- _BRIEF_
Find the string "path" in the material. Copy every line that has it.

- - - - - - -

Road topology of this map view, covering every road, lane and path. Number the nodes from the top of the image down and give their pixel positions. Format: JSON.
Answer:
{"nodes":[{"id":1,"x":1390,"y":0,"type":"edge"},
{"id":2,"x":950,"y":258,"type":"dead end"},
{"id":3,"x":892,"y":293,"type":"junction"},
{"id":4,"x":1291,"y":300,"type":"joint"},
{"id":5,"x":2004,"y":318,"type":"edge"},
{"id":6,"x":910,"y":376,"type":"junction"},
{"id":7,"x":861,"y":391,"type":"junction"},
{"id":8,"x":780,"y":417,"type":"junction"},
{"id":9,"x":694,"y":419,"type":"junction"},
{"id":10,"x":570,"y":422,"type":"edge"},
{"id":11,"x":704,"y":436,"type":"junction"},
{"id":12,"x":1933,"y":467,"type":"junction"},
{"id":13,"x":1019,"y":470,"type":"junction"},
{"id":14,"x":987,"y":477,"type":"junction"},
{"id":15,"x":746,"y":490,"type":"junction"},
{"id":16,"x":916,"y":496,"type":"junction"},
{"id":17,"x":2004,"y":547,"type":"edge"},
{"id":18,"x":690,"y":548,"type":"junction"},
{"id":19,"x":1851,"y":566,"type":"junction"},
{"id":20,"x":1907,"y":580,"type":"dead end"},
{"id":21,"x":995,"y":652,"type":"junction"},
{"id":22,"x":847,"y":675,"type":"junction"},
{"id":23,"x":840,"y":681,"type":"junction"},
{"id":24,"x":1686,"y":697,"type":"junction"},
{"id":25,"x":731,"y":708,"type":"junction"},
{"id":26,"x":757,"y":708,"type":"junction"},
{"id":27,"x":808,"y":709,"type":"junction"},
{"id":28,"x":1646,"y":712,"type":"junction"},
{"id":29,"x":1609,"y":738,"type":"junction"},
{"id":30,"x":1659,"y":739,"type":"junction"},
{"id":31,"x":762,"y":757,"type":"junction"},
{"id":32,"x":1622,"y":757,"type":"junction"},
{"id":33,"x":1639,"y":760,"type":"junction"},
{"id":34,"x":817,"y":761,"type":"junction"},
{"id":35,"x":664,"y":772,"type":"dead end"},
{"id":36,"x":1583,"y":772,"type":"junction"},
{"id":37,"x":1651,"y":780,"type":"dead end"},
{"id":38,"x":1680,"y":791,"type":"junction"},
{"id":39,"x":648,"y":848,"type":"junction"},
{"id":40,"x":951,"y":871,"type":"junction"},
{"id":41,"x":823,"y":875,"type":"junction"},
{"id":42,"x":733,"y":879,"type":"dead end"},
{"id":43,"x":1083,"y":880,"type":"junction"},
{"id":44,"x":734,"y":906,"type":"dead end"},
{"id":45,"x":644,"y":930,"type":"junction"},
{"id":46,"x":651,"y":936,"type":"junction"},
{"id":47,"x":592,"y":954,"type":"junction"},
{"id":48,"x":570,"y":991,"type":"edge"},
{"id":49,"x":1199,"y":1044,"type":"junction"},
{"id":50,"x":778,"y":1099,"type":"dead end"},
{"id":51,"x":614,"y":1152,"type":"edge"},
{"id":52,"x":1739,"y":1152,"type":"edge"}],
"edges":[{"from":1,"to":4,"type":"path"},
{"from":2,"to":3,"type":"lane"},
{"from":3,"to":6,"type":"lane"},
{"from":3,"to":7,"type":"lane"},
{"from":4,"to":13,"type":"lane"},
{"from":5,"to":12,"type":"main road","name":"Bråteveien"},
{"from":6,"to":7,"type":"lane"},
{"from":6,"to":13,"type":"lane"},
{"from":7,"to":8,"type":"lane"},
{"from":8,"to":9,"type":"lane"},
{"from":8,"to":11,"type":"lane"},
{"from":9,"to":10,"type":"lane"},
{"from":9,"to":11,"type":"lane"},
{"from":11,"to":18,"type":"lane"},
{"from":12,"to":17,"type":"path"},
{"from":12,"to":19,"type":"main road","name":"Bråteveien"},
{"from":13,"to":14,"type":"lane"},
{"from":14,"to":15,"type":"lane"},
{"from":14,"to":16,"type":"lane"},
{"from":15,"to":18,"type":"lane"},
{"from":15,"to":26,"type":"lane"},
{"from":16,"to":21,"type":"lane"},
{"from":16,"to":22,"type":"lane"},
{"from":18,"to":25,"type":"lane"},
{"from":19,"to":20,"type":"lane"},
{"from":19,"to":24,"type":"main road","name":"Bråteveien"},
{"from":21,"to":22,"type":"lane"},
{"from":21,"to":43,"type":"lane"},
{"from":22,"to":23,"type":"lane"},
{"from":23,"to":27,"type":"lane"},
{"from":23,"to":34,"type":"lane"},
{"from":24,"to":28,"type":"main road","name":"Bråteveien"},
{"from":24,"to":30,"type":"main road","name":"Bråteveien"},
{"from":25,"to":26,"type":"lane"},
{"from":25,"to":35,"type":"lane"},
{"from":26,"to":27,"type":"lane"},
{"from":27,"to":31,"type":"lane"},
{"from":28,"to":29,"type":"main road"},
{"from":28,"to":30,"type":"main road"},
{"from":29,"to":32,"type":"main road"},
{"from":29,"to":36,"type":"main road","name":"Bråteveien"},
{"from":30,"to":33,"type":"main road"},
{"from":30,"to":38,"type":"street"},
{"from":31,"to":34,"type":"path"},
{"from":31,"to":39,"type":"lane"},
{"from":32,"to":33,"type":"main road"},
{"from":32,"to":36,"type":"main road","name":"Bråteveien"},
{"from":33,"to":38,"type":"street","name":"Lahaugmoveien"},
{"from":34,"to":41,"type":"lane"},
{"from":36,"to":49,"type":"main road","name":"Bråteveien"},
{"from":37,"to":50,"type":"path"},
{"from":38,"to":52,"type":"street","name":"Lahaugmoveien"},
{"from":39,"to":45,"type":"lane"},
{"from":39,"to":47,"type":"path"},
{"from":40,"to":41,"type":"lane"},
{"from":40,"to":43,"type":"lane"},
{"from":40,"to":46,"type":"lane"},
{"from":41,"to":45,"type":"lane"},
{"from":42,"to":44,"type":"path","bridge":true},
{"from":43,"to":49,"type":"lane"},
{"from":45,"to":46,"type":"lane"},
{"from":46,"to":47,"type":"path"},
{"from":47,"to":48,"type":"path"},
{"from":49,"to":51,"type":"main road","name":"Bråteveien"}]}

- - - - - - -

- _ANSWER TO THIS TASK_
Road topology of this map view, covering every road, lane and path. Number the nodes from the top of the image down and give their pixel positions. Format: JSON.
"edges":[{"from":1,"to":4,"type":"path"},
{"from":12,"to":17,"type":"path"},
{"from":31,"to":34,"type":"path"},
{"from":37,"to":50,"type":"path"},
{"from":39,"to":47,"type":"path"},
{"from":42,"to":44,"type":"path","bridge":true},
{"from":46,"to":47,"type":"path"},
{"from":47,"to":48,"type":"path"},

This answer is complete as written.